• DATASET EXCERPTS
^^^^
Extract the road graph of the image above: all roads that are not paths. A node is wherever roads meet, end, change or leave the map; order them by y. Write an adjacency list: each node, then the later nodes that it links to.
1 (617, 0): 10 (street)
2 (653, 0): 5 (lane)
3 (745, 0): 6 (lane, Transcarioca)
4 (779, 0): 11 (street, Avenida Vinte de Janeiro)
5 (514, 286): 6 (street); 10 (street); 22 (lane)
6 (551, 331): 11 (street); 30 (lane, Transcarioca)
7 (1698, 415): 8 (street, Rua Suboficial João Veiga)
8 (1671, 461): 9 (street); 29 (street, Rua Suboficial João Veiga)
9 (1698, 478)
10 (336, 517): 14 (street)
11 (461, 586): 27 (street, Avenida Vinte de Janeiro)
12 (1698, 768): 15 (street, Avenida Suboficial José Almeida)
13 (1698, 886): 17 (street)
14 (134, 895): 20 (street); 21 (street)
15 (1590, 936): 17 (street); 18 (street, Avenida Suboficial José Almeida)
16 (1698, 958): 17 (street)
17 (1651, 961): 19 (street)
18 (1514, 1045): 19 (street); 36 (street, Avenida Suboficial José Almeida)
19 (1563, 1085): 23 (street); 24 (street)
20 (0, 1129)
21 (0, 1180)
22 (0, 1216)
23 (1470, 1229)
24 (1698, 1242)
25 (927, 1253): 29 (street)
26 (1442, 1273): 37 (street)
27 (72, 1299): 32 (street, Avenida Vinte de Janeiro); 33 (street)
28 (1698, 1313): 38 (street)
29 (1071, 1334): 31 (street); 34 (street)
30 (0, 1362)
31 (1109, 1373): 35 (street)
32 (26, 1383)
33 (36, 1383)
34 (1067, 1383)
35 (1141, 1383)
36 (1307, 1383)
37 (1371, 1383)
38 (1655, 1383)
^^^^
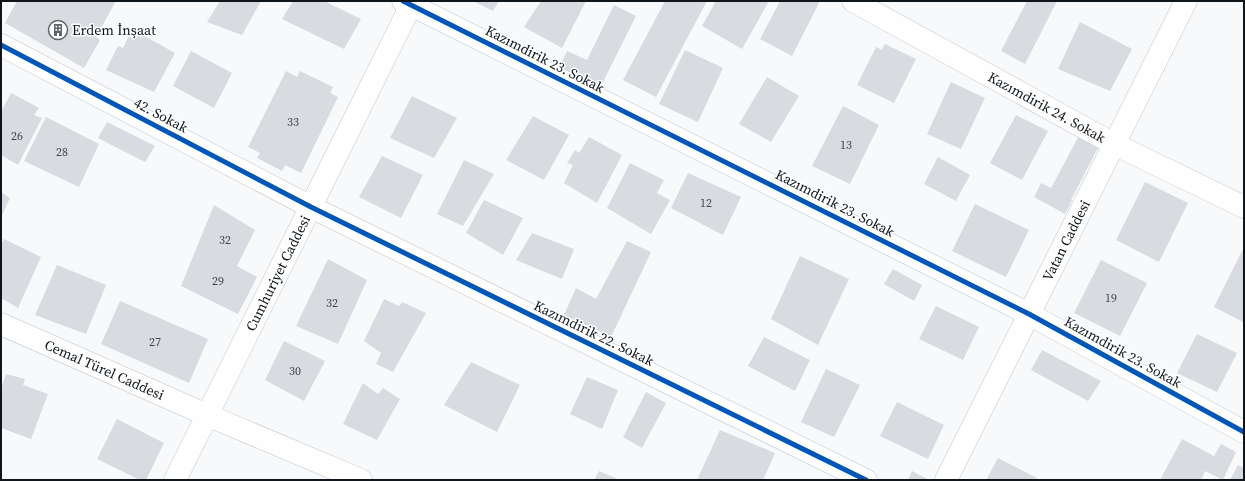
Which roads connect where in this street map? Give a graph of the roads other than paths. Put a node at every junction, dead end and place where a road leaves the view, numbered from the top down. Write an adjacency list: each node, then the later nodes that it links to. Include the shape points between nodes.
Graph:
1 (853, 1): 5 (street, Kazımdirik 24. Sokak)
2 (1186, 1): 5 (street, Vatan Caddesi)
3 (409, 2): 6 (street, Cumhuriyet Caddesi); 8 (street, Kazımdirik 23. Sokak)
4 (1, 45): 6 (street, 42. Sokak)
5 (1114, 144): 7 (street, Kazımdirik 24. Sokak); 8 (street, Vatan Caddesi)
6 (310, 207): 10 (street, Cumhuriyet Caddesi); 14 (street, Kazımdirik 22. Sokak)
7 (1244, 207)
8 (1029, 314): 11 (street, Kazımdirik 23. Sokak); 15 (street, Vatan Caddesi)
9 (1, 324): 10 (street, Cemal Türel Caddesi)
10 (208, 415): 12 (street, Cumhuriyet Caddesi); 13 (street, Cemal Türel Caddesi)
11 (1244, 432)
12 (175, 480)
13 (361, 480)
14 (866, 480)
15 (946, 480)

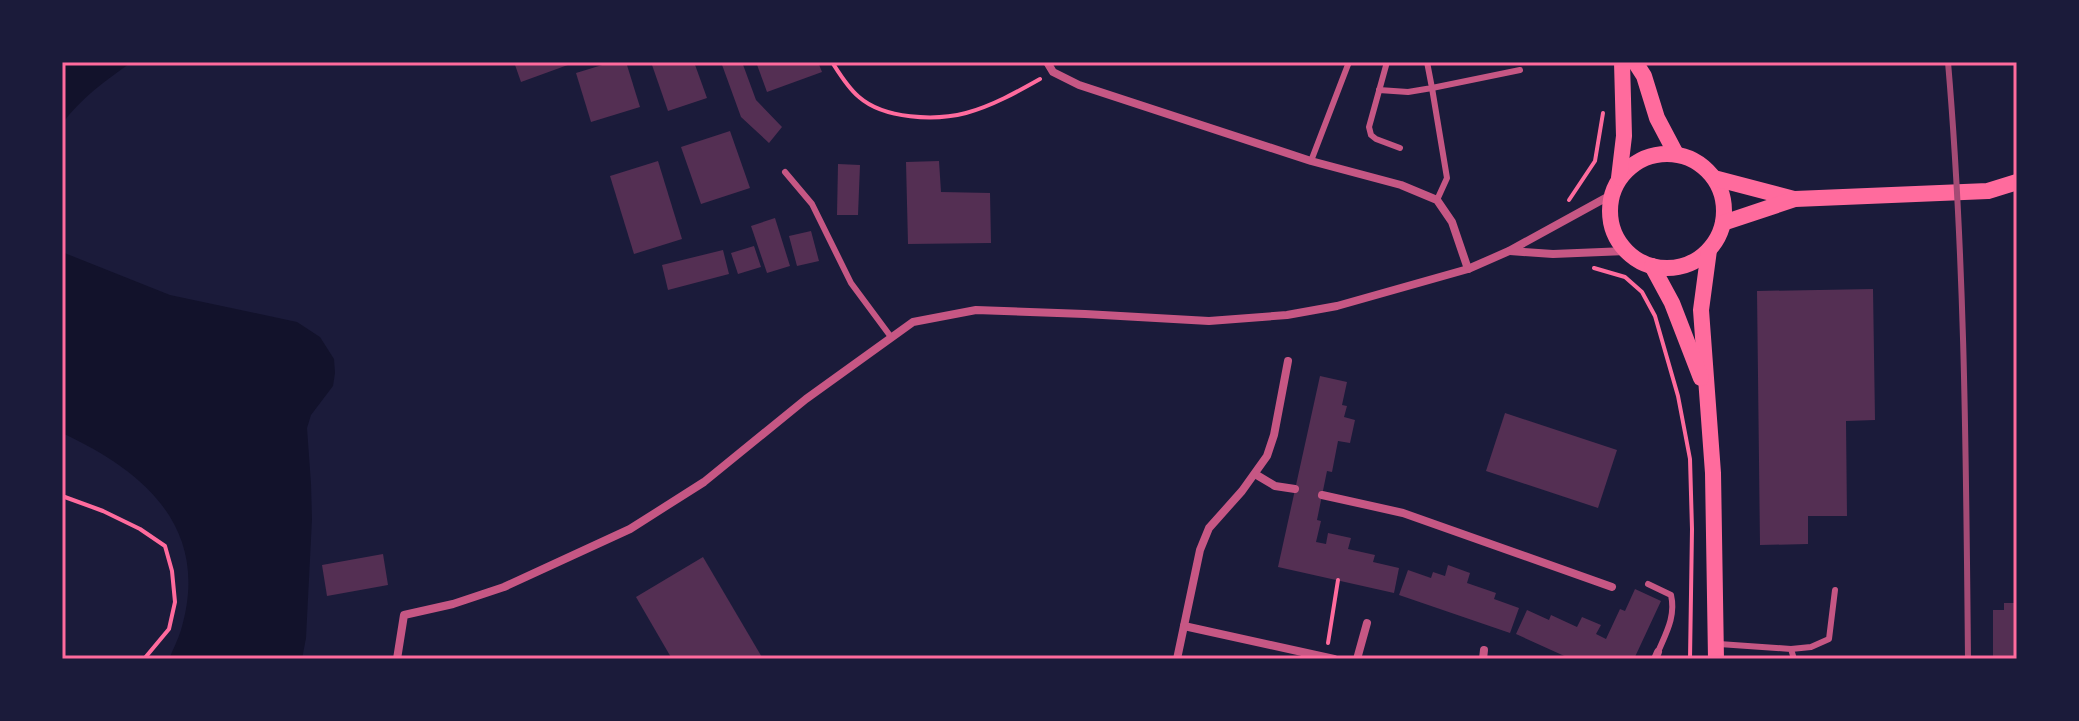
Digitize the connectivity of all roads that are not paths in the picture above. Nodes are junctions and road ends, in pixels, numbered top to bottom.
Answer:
^^^^
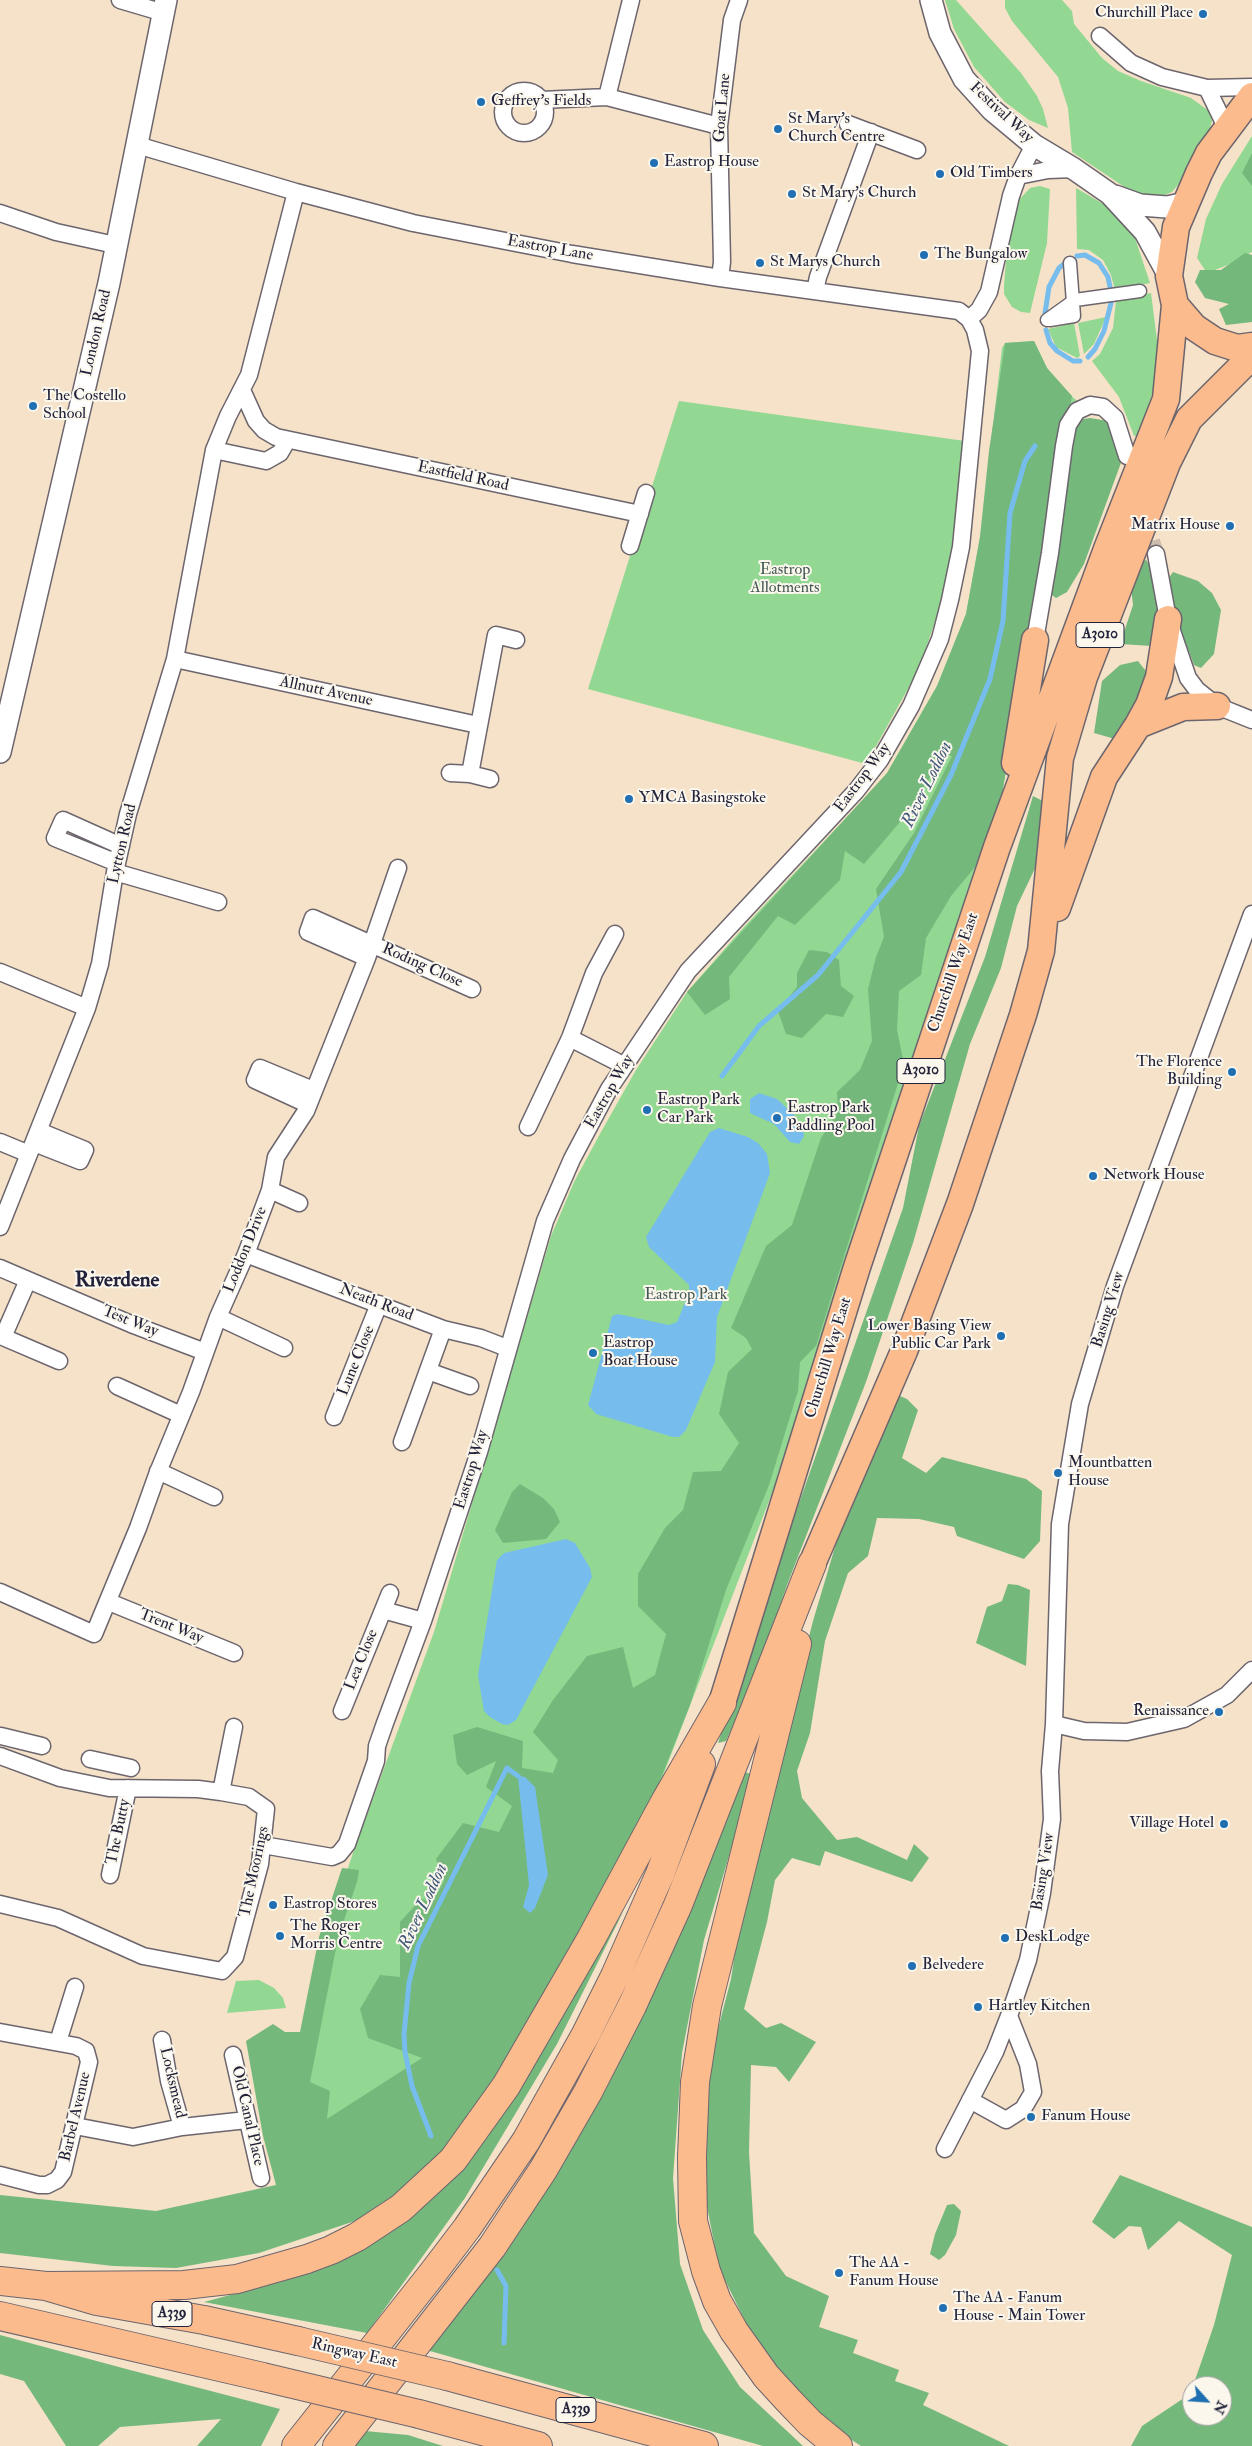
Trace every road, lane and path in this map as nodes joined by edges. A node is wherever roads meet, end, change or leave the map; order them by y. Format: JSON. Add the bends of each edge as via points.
^^^^
• PROBLEM
Some lines of the data above may hold the word "this"; report how many do, and nothing else.

• FINISHED EXERCISE
2